A cross-cultural, tragi-comic romp through America and Japan that is "wonderfully wild and bracing . . . a feast that leaves you hungry for whatever Ozeki cooks up next" (Newsweek).

"Ozeki masks a deeper purpose with a light tone. . . . A comical-satirical-farcical-epical-tragical-romantical novel." -Jane Smiley, Chicago Tribune Book Review (front page)



Customer Reviews:   Read 131 more reviews...

5 out of 5 stars wholesome and tasty food for thought   August 21, 2008
This book is funny, sexy, informative, and touching. I resisted reading it for a long time because I thought it was just going to be anti-meat propaganda, filled with info I already knew about, but in reality, it's a great read, regardless of what your feelings about consuming animal-based products may be.


4 out of 5 stars I think I want to become a vegetarian   August 9, 2008
Well written, touching, believable.

It was itneresting to see two women on opposite sides of the globe battle with issues that seem important to everyday life. Adding to that, the plot traverses the US and shows how different women and their values are across the country, and how very different life really is, but how, underneath it all, we're just women.

Certain parts of the book were so descriptive, that I really considered vegetarianism fo a while, if this novel is based on what is really going on in American farms today. Quite disgusting.



4 out of 5 stars Excellent story, clever author, spectacular storytelling!!   November 8, 2007
I have literally swallowed this book whole. I bought it for my book club's february meeting, and couldn't put it down. I've told nearly everyone about this book: my coffee barista, close friends, family, co-workers. Ozeki is a very talented writer, brilliant compilist who knows how to merge all the necessary ingredients to make a complete and wholesome novel. I look forward to reading many more of her works.


5 out of 5 stars A Sure Thing   September 15, 2007
There are very few sure things in life, but one of them is "My Year in Meats" by Ruth Ozeki. This story has it all a great protaganist, a mystery to unravel and a fast paced story built around interesting business and societal issues making this book a satisfying read for readers of every shape and size.

A great gift I hit a home run when I gave it to my mother, my wife, a cousin (in her 20's) and my 19 year old daughter.

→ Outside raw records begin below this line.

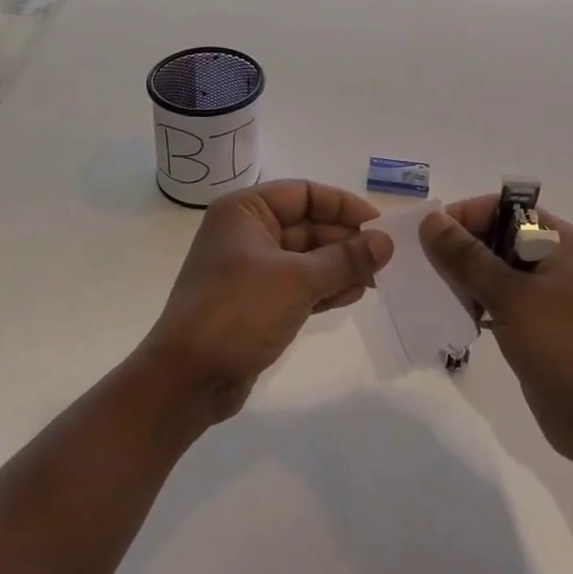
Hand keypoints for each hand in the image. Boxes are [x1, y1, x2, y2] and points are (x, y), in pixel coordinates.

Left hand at [142, 180, 392, 424]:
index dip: (342, 205)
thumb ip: (345, 259)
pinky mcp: (256, 302)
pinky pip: (298, 284)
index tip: (378, 224)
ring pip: (306, 257)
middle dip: (344, 241)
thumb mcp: (298, 280)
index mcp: (245, 211)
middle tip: (382, 259)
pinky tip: (352, 295)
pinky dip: (324, 288)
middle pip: (307, 225)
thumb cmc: (238, 312)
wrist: (186, 380)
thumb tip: (386, 241)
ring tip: (372, 282)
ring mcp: (250, 269)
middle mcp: (246, 233)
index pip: (303, 193)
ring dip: (338, 266)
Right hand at [420, 197, 572, 465]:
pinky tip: (455, 320)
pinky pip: (497, 301)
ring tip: (436, 297)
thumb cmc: (563, 345)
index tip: (428, 240)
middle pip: (494, 237)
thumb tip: (430, 220)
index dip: (464, 217)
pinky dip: (475, 305)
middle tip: (426, 271)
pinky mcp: (535, 325)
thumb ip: (467, 257)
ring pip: (492, 271)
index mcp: (556, 239)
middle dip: (459, 250)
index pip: (501, 208)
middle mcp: (551, 258)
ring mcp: (544, 294)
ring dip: (464, 280)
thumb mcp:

3 out of 5 stars Good, but still a rough draft   August 3, 2007
What starts off as an exploration of personal identity--about a half-Japanese, half-Caucasian woman who is connected to both cultures through her family and job but feels she belongs to neither--well established in the first chapter, is unfortunately dropped and barely mentioned again. This technique occurs throughout the novel, touching on the meat industry, family values, cultural differences, and sexual discovery, but never explores any of them very deeply. Even the writing itself is often stark, I often had no clear picture of what people or places looked like, and farms, apartments, offices all lacked the details to help me see where I was.

Overall, the novel reads as though the author wasn't sure what she wanted the story to be about (which she admits in the notes section), and just wandered around until she stumbled upon something that felt right. The ending is confident, makes assertions about meat and marriage using the two protagonists, then wraps everything up far too quickly and cleanly. This is fine in the drafting stages, but once the book is finished it really is the author's job to go back and create a unified whole. It's OK that the characters are confused and try to figure things out, but the narrative should be focused and aware. When the characters begin to discuss the perils of eating meat, it reads as someone who has read one book on the subject would speak about it, knowing a lot of chilling facts, but not understanding how it all works or being able to present it with a clear argument. This is not a bad story, I just believe the author should have spent more time with it.